Being a determined woman, Nora is like, “Fuck that noise.” So she finds the most completely unacceptable person she can, Julius Hatcher, a wealthy and outrageous playboy, and concocts a plot. She asks Julius to pretend to be her fiancé until her father, horrified, hauls her back to England where she can see Robert again.  What’s in it for him? Julius is new money and his shenanigans have made all the gossip papers, so he hasn’t been accepted into “society.” Why does he want access to said society? When Julius was a child, his father, a financier, entered in a gentlemen’s agreement with three society dudes. When the investment fell through, those dudes didn’t honor their part of the deal, ruining Julius’s family financially. His father was so devastated that he killed himself.

Julius is bound and determined to find these men and destroy them the way they destroyed his father. He’s been incredibly successful at investing and is loaded, but as new money he’s not welcome in the same circles in which Nora travels freely. Being engaged to her will open doors for him, and hopefully allow him to find the men who took his father from him.

A lot of this book worked for me. I really liked Nora and her absolute determination to follow the path she wanted for herself and not the one society and her family set. I was delighted to read a historical heroine who

Click for spoilers!
isn’t a virgin.

I also really liked Nora’s aunt who was supportive and knowing without being overwhelming. Strong female relationships, y’all.

Julius was a more uneven character. When Nora first approaches him, he’s completely shitfaced, riding a horse around a ballroom because he and his friends thought it would be funny to dine on horseback indoors. That’s gonna ruin those floors, you guys. That’s the kind of behavior that Nora thinks her father will abhor, and the kind of shenanigans that make Julius a darling of the gossip pages. Except after that one event, Julius isn’t scandalous at all. He’s a hard-working man who pulled his family back up, which doesn’t leave a ton of time for drunken indoor equestrian events.
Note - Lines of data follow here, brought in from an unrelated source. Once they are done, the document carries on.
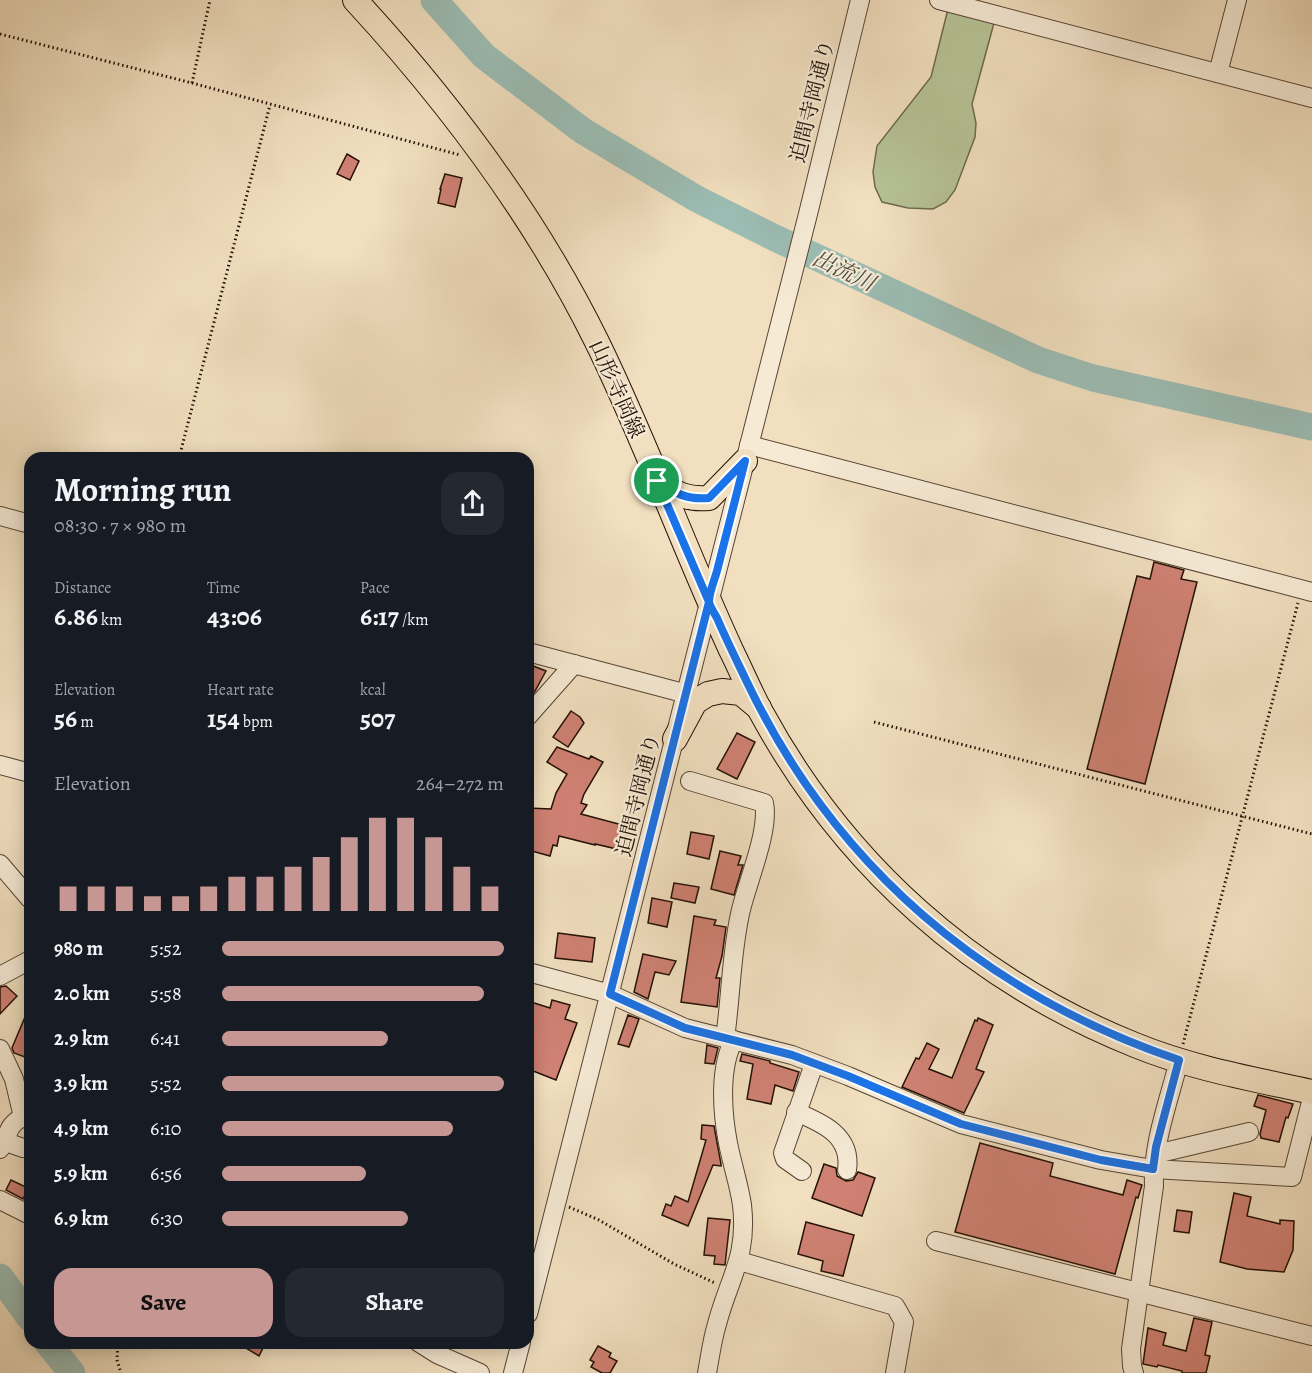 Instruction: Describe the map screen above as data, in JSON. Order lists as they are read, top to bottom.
{
  "streets": {
    "main road": ["山形寺岡線"],
    "street": ["迫間寺岡通り"]
  },
  "crossings": [
    ["迫間寺岡通り", "山形寺岡線"]
  ],
  "water": ["出流川"],
  "page": {
    "heading": ["Morning run", "08:30 · 7 × 980 m"],
    "stats": [
      ["Distance", "6.86 km"],
      ["Time", "43:06"],
      ["Pace", "6:17 /km"],
      ["Elevation", "56 m"],
      ["Heart rate", "154 bpm"],
      ["kcal", "507"]
    ],
    "chart": ["Elevation", "264–272 m"],
    "list": [
      {
        "name": "980 m",
        "note": "5:52"
      },
      {
        "name": "2.0 km",
        "note": "5:58"
      },
      {
        "name": "2.9 km",
        "note": "6:41"
      },
      {
        "name": "3.9 km",
        "note": "5:52"
      },
      {
        "name": "4.9 km",
        "note": "6:10"
      },
      {
        "name": "5.9 km",
        "note": "6:56"
      },
      {
        "name": "6.9 km",
        "note": "6:30"
      }
    ],
    "buttons": ["Save", "Share"]
  }
}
Julius explains to Nora that 1. the party was his birthday not an everyday occurrence and 2. the gossip papers exaggerate. I get that but also it seems to me that he would have to give them some fodder to run with. The Julius we get in the book is a really solid guy who, aside from being new money, seems like someone Nora’s father would be fine with her marrying.

Now, some of this inconsistency is explained by Julius’ not wanting to get kicked out of society now that he’s in because that will derail his revenge plot. Nevertheless, the character that sells the plot and the character we get just don’t match up.

I liked Julius the solid guy, though. He falls in love with Nora first, and unlike many romance novel heroes, the minute he has some Feels he doesn’t immediately stare down at his body in confusion and horror, like he’s been bitten by a radioactive spider or something. He also thinks Robert is a fortune hunter (because Nora is amazing! Why wouldn’t he fight harder for Nora? She’s amazing!) and he’s determined to prove to her that he’s the better guy. But he’s not shitty and manipulative about it: he comes right out and tells Nora what he intends to do.

All of this means that Nora is actually the character who falls in love and comes to terms with it last, which is an interesting departure from many of the plots I’ve read. Julius is far more aware of his own feelings than Nora is.

Also he has a turret-library for sex. How great would that be? Meet me in the turret-library. Pants optional.

But what really, really bugged me at the end was the resolution of Julius’s revenge plot which I can’t fully explain without spoilers. Sorry.

Click for spoilers!
Nora’s uncle is one of the men who ruined Julius’s father, and Julius forgives him and gets over it pretty damn fast for someone who has spent his ENTIRE ADULT LIFE planning on destroying the guy. Her uncle is like “I was gonna do the right thing but then he killed himself!” which is NOT an okay excuse. I was pissed and I didn’t believe Julius was just going to walk away from all this pain for Nora’s sake.

So yeah, that’s a big problem. And while I enjoyed most of the book, it soured the end for me.

The originality of the setting and the badass heroine kept me from being too furious and I’m sure I’ll read the next book in the series, but plotting gaps kept me from being fully satisfied with A Daring Arrangement.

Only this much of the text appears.